## Study material:
.....
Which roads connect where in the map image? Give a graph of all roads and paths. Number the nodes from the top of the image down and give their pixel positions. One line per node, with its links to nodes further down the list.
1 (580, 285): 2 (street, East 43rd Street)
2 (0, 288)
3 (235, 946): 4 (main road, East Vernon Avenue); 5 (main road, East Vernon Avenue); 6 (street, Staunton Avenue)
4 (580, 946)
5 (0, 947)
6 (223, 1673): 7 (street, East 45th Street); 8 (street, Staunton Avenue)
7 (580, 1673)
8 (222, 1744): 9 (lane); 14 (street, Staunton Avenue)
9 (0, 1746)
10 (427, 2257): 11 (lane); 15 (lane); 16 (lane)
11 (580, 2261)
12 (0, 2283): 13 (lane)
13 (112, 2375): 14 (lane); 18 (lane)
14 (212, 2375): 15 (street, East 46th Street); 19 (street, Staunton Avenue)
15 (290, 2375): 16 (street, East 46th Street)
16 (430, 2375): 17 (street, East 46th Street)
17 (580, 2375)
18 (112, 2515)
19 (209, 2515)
.....
Take the records above and copy them out exactly.

Which roads connect where in the map image? Give a graph of all roads and paths. Number the nodes from the top of the image down and give their pixel positions. One line per node, with its links to nodes further down the list.
1 (580, 285): 2 (street, East 43rd Street)
2 (0, 288)
3 (235, 946): 4 (main road, East Vernon Avenue); 5 (main road, East Vernon Avenue); 6 (street, Staunton Avenue)
4 (580, 946)
5 (0, 947)
6 (223, 1673): 7 (street, East 45th Street); 8 (street, Staunton Avenue)
7 (580, 1673)
8 (222, 1744): 9 (lane); 14 (street, Staunton Avenue)
9 (0, 1746)
10 (427, 2257): 11 (lane); 15 (lane); 16 (lane)
11 (580, 2261)
12 (0, 2283): 13 (lane)
13 (112, 2375): 14 (lane); 18 (lane)
14 (212, 2375): 15 (street, East 46th Street); 19 (street, Staunton Avenue)
15 (290, 2375): 16 (street, East 46th Street)
16 (430, 2375): 17 (street, East 46th Street)
17 (580, 2375)
18 (112, 2515)
19 (209, 2515)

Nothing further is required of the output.